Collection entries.
════════════════

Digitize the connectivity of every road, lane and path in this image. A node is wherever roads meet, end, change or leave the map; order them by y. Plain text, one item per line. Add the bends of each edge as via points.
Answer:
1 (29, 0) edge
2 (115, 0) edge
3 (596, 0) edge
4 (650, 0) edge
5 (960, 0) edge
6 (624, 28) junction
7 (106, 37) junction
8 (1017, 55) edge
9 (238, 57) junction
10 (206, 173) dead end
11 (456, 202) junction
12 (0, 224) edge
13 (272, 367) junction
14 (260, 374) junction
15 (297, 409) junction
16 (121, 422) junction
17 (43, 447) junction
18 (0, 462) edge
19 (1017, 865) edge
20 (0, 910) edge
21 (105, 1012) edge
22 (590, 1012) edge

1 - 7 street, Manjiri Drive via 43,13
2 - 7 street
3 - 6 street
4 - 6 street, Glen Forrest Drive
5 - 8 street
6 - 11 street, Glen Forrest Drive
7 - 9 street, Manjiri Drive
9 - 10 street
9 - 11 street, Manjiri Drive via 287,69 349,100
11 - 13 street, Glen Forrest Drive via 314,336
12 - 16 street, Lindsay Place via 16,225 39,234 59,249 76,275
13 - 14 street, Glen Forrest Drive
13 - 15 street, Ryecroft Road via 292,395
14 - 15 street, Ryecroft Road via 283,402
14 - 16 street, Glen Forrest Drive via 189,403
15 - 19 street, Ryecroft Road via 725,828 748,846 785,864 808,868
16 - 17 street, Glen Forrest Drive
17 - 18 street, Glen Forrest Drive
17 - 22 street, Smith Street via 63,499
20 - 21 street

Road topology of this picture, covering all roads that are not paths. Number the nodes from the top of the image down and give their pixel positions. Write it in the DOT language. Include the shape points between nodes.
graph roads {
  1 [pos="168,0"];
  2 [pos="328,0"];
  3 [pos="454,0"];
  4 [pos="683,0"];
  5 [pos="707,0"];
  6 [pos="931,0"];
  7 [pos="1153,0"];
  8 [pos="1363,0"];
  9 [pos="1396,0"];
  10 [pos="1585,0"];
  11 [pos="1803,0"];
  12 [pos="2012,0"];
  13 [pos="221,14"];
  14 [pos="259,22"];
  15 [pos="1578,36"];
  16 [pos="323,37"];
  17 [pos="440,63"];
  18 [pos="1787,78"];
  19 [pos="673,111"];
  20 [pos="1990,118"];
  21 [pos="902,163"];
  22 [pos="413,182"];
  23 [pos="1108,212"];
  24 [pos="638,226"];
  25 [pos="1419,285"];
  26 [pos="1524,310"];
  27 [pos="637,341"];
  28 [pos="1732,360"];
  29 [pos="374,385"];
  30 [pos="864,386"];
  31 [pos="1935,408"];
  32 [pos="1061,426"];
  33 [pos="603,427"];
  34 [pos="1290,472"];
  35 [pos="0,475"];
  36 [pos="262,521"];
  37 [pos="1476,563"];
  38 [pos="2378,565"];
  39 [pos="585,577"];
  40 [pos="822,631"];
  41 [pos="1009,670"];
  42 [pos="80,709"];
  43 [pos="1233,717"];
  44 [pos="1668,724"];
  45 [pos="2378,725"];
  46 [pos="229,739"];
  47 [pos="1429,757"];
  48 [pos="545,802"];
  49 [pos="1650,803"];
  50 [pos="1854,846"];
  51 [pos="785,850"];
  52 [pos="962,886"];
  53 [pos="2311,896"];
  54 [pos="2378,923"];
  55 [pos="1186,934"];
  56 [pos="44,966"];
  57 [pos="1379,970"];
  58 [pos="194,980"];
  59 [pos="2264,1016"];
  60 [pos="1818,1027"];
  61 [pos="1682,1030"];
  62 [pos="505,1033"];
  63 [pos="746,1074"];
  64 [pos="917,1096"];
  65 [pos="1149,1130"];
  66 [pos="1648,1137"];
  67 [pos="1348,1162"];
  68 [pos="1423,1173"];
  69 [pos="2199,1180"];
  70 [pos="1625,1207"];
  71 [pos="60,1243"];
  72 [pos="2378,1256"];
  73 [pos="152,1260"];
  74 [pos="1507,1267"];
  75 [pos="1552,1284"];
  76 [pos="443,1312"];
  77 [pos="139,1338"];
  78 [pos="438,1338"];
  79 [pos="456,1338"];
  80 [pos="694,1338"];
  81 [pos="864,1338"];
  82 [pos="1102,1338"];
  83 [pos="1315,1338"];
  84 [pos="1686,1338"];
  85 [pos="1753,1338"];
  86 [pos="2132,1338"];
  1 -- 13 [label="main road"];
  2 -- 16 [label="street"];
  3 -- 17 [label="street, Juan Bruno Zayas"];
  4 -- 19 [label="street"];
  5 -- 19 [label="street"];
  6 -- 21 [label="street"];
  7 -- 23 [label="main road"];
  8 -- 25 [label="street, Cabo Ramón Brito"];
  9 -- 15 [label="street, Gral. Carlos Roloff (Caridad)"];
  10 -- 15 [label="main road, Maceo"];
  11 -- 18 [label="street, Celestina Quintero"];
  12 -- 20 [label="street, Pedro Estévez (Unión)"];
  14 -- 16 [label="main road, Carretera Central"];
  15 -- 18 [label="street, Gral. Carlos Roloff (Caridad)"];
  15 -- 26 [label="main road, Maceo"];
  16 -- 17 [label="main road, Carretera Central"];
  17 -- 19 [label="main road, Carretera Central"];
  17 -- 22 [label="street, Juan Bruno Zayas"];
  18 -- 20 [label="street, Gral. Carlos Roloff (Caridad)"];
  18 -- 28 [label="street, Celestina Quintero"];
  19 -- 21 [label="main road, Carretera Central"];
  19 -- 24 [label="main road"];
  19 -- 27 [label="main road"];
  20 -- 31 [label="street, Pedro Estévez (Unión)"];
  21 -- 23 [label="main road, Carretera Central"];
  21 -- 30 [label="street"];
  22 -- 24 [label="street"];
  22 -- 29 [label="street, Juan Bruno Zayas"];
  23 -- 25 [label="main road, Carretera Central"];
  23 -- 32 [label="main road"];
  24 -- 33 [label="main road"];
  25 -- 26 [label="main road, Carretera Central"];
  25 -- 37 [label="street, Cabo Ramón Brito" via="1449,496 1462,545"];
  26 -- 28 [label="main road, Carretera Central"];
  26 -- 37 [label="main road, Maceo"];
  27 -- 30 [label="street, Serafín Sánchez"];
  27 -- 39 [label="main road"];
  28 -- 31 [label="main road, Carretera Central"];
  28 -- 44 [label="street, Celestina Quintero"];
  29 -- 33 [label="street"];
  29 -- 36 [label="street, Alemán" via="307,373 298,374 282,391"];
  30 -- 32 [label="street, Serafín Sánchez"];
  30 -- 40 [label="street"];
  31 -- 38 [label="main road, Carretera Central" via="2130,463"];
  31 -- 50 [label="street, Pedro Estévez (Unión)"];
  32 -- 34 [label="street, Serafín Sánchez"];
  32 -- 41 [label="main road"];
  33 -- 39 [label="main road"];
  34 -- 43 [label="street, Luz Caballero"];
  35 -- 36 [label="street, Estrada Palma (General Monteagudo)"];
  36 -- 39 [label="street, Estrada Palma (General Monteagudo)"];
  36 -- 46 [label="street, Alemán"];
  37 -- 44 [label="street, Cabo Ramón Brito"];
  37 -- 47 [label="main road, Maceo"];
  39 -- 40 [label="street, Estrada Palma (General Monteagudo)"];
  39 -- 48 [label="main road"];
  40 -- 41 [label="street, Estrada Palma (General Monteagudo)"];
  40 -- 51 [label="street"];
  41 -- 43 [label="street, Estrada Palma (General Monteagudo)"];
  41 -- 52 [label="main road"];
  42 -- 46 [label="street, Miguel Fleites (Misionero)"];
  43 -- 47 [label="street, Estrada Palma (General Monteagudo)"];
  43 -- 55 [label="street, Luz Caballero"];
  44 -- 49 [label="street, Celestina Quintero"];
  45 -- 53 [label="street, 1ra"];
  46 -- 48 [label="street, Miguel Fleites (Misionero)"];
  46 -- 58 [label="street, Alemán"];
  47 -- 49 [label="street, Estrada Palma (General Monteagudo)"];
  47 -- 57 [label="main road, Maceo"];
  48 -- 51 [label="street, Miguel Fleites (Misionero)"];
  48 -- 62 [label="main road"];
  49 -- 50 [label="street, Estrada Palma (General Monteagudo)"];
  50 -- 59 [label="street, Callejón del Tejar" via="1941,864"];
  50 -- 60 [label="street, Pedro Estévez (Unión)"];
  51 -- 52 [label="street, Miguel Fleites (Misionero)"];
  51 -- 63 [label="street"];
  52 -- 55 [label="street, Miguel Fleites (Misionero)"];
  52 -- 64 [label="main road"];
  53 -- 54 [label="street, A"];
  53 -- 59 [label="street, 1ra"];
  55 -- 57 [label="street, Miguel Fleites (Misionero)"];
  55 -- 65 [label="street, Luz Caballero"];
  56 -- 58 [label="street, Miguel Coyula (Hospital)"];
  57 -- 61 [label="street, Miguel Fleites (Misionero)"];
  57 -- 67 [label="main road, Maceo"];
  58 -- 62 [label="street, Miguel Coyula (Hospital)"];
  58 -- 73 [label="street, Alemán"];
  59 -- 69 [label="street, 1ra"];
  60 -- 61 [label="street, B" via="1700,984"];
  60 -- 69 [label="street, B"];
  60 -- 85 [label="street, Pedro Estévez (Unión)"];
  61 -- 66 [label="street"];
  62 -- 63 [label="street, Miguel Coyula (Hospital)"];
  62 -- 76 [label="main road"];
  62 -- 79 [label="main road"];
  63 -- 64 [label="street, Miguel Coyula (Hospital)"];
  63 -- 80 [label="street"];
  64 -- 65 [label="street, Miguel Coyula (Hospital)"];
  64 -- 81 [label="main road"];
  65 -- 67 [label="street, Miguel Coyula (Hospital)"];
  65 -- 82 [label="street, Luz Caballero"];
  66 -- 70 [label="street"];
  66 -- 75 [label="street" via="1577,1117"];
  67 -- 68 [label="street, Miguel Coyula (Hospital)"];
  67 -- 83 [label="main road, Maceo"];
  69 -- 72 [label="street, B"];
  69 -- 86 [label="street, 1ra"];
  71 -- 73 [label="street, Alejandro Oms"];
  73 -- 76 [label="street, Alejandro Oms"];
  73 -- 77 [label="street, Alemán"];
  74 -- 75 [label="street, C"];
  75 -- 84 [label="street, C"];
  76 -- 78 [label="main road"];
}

════════════════

WHAT THIS TASK INVOLVES.
Among the entries above, count every line containing the string "Coyula". Your reply must be that number alone.

WORKED SOLUTION.
7